Currently, the retirement age for blue-collar male workers in China is set at 60, while for female workers it is 50. Female white-collar workers retire at 55. These retirement ages were established in the 1950s when the average life expectancy was around 40 years. In addition to raising the retirement age, the period for contributing to the pension fund will also be extended—from 15 years to 20 years starting in 2030.
China’s population is aging rapidly. The Chinese Academy of Social Sciences warned this year that the public pension system, which is the main source of income for most elderly people in China, will run out of funds by 2035.
Continuous Population Decline
The reason for the dwindling population is that China’s low birth rate is advancing faster than that of other countries. In 2022, China’s National Bureau of Statistics reported that, for the first time, the year-end population decreased by 850,000 compared to the previous year, marking a turning point from population growth to decline.
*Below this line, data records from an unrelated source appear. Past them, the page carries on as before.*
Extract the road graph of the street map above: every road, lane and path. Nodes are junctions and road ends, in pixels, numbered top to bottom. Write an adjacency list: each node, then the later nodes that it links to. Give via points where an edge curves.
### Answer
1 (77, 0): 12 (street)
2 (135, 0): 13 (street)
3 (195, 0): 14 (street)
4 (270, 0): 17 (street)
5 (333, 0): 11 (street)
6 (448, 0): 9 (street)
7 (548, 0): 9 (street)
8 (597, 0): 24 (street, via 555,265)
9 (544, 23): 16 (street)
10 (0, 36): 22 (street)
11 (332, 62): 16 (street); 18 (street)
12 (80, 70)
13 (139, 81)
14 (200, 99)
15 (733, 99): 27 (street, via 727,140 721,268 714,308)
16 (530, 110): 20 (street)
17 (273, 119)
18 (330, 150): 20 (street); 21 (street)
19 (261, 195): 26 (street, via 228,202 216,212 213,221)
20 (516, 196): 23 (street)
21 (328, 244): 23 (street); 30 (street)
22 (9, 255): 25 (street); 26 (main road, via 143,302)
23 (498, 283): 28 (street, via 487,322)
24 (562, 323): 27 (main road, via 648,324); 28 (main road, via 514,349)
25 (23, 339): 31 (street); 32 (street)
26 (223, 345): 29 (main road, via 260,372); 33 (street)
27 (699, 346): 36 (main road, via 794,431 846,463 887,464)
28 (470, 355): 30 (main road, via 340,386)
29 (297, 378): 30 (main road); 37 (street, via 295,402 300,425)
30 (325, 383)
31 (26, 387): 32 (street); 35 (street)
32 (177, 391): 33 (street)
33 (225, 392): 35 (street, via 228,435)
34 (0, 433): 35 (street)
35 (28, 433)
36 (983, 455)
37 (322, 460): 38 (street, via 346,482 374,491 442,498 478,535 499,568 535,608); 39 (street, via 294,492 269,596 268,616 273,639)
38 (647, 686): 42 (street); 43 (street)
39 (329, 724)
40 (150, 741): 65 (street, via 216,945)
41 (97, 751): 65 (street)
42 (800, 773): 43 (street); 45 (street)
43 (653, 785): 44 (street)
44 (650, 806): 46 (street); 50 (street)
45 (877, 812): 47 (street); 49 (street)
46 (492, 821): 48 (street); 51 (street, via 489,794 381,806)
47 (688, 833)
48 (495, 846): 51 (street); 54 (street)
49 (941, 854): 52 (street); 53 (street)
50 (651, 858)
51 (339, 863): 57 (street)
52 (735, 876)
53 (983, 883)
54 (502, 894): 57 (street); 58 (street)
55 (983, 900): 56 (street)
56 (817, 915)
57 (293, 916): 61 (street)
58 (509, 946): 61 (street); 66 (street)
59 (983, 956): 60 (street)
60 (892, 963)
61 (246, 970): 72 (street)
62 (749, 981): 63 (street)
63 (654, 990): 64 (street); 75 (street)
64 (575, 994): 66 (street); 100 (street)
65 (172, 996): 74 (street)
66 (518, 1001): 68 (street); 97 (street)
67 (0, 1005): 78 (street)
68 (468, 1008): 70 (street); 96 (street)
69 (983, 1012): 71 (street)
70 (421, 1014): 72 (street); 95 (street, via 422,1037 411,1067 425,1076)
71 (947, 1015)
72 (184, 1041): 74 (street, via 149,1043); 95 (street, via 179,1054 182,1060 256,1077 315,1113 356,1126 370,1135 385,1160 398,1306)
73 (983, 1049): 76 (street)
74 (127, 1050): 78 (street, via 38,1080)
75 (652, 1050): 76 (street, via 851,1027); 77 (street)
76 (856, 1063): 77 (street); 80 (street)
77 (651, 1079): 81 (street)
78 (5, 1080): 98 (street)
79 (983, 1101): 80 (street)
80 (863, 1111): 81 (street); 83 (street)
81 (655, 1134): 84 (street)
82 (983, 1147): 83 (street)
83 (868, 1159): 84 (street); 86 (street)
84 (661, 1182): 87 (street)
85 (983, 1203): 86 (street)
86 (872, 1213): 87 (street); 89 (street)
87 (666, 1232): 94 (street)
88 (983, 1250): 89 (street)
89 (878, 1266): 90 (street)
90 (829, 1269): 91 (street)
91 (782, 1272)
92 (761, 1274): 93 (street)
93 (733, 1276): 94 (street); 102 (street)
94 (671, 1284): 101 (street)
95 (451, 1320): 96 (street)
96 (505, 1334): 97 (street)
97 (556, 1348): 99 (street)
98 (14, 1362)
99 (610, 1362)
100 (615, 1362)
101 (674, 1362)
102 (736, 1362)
In 2023, the population further decreased by 2 million, marking the second consecutive year of decline.
In 2022, China’s total fertility rate dropped to 1.05 children per woman, down from 1.5 in 2019. The working-age population in China is expected to decline from 976 million this year to 938 million by 2030. With various government policies aimed at boosting the birth rate proving ineffective, there is an urgent need to adapt to an aging society with a lower fertility rate.
Rapid Formation of an Aging Society
Reports indicate that last year, China surpassed the United Nations’ threshold for an “aging society,” with at least 14% of its population aged 65 and above. By around 2035, the proportion of people aged 65 and over is expected to increase to 30%.
At this rate, China could move from an aging stage to a super-aged stage in just nine years—a pace faster than any major country except South Korea. Japan took 11 years to make the same transition, Germany took 34 years, and the United States is expected to make this transition in 14 years.
Meanwhile, China’s fiscal situation has been deteriorating. Due to weak domestic demand and low business confidence, China’s fiscal revenue fell by 2.8% year-on-year in the first half of this year. Local governments have struggled to cope with a fiscal crisis as their revenue from land sales has dried up. Internal analysis in China suggests that delaying the retirement age to 65 by 2035 could reduce the pension budget deficit by 20%.
The Chinese government began discussing delaying retirement as early as 2008 but has been hesitant to take action due to concerns about political backlash. Now, with youth unemployment already high and the economy sluggish, the announcement of a retirement delay is bound to bring additional social pressure. Political commentators see this as a necessary course adjustment, arguing that faced with the worsening demographic challenge, the Chinese government has no other choice.